Saved entries:
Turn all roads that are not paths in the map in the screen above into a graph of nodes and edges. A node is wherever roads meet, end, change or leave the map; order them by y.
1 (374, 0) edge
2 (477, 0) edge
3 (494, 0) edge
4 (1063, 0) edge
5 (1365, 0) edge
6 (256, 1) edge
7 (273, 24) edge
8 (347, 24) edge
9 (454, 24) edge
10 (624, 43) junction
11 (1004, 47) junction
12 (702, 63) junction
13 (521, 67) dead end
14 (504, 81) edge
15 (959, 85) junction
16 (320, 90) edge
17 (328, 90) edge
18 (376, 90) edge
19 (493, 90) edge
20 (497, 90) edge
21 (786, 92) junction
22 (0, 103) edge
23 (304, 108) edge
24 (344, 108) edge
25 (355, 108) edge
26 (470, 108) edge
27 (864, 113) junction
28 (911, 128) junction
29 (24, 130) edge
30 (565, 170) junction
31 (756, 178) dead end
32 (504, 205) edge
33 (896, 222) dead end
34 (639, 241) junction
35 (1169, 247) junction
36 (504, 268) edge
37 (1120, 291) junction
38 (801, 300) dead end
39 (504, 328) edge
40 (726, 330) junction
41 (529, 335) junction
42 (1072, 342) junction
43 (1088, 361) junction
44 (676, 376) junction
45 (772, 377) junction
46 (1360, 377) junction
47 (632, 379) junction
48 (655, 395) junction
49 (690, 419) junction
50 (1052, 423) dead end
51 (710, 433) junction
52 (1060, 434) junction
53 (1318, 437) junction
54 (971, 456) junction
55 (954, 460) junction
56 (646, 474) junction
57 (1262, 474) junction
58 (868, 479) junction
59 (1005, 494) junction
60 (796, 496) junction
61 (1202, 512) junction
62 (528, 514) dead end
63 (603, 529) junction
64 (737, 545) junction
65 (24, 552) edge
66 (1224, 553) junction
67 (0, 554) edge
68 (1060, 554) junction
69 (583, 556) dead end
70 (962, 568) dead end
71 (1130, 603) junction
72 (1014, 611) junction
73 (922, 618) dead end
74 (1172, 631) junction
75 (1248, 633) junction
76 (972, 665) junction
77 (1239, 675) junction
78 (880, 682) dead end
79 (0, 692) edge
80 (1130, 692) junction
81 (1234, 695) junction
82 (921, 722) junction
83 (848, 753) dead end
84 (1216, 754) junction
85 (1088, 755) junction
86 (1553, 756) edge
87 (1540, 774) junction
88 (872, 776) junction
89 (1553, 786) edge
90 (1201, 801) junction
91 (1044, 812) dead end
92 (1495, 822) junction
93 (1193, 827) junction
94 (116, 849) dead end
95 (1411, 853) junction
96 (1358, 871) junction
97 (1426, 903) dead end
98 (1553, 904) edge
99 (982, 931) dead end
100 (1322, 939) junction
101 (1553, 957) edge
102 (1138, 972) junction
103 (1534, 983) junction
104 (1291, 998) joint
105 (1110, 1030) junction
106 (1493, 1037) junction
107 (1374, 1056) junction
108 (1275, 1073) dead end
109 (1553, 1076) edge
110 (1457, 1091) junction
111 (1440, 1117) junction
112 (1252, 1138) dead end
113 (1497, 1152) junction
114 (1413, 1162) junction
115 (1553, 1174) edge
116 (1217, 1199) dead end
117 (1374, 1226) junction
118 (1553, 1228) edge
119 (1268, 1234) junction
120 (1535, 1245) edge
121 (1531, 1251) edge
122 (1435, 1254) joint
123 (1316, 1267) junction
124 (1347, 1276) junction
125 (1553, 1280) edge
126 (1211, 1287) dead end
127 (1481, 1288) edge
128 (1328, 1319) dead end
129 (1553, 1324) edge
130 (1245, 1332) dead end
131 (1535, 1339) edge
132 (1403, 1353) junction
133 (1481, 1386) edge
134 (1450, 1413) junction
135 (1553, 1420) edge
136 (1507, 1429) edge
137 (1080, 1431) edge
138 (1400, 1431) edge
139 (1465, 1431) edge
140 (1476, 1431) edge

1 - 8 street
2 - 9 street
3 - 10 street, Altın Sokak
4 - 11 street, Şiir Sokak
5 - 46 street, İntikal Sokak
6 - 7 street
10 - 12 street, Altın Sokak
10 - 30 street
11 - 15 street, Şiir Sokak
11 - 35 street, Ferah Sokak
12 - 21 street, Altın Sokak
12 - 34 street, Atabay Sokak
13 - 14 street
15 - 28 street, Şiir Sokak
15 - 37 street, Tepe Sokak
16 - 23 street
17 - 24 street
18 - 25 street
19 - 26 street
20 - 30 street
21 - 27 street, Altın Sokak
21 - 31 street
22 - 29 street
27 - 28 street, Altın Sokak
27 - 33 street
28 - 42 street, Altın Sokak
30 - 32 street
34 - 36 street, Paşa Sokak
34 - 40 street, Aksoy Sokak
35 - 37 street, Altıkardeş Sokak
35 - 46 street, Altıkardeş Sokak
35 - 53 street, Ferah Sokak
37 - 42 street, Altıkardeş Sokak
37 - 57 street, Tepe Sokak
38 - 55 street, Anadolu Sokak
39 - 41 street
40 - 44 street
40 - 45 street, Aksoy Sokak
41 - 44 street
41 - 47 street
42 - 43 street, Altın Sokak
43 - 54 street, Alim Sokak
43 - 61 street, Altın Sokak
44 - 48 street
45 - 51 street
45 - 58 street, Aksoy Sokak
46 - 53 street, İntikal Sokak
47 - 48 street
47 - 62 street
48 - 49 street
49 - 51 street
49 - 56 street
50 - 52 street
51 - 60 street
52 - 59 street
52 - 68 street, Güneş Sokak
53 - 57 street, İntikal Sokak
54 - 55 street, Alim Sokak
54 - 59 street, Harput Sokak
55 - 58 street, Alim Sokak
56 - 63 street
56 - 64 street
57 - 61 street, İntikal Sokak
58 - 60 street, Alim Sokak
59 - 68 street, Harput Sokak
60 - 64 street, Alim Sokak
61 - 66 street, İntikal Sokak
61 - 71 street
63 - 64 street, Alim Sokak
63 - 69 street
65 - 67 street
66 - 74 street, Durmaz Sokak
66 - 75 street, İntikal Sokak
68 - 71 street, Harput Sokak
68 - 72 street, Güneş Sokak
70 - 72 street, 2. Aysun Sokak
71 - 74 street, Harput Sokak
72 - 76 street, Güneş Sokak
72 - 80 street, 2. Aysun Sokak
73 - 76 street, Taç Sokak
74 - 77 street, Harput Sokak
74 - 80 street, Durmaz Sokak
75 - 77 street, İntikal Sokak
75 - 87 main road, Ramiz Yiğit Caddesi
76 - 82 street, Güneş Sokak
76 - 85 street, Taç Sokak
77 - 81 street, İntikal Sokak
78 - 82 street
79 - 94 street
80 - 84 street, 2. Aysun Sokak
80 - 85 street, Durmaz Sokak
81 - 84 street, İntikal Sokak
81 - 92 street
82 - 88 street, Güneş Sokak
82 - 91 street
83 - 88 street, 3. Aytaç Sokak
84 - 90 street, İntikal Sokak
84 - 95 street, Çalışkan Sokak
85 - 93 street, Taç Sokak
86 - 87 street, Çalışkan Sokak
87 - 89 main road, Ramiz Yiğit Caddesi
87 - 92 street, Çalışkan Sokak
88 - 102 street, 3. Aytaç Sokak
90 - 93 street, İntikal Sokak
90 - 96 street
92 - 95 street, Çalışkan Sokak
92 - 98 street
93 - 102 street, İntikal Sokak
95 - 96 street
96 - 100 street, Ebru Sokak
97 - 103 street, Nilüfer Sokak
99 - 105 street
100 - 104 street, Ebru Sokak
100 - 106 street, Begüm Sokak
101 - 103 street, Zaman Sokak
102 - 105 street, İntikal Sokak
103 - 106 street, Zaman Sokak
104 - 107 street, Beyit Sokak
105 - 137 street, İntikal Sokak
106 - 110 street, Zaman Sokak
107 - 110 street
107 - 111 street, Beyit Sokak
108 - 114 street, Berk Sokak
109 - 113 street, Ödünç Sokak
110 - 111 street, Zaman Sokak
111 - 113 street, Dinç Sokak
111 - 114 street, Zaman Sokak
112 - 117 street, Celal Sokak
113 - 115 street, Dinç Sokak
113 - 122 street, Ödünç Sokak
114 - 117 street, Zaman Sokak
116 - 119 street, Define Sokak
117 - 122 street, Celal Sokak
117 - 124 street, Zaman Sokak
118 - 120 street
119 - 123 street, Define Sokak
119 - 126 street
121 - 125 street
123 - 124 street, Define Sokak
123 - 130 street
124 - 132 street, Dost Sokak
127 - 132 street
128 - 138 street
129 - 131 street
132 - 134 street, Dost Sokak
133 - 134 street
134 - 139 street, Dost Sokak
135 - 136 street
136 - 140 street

Task item: All lines in the records that contain "Şiir" are to be copied and returned.

Solution to the problem:
4 - 11 street, Şiir Sokak
11 - 15 street, Şiir Sokak
15 - 28 street, Şiir Sokak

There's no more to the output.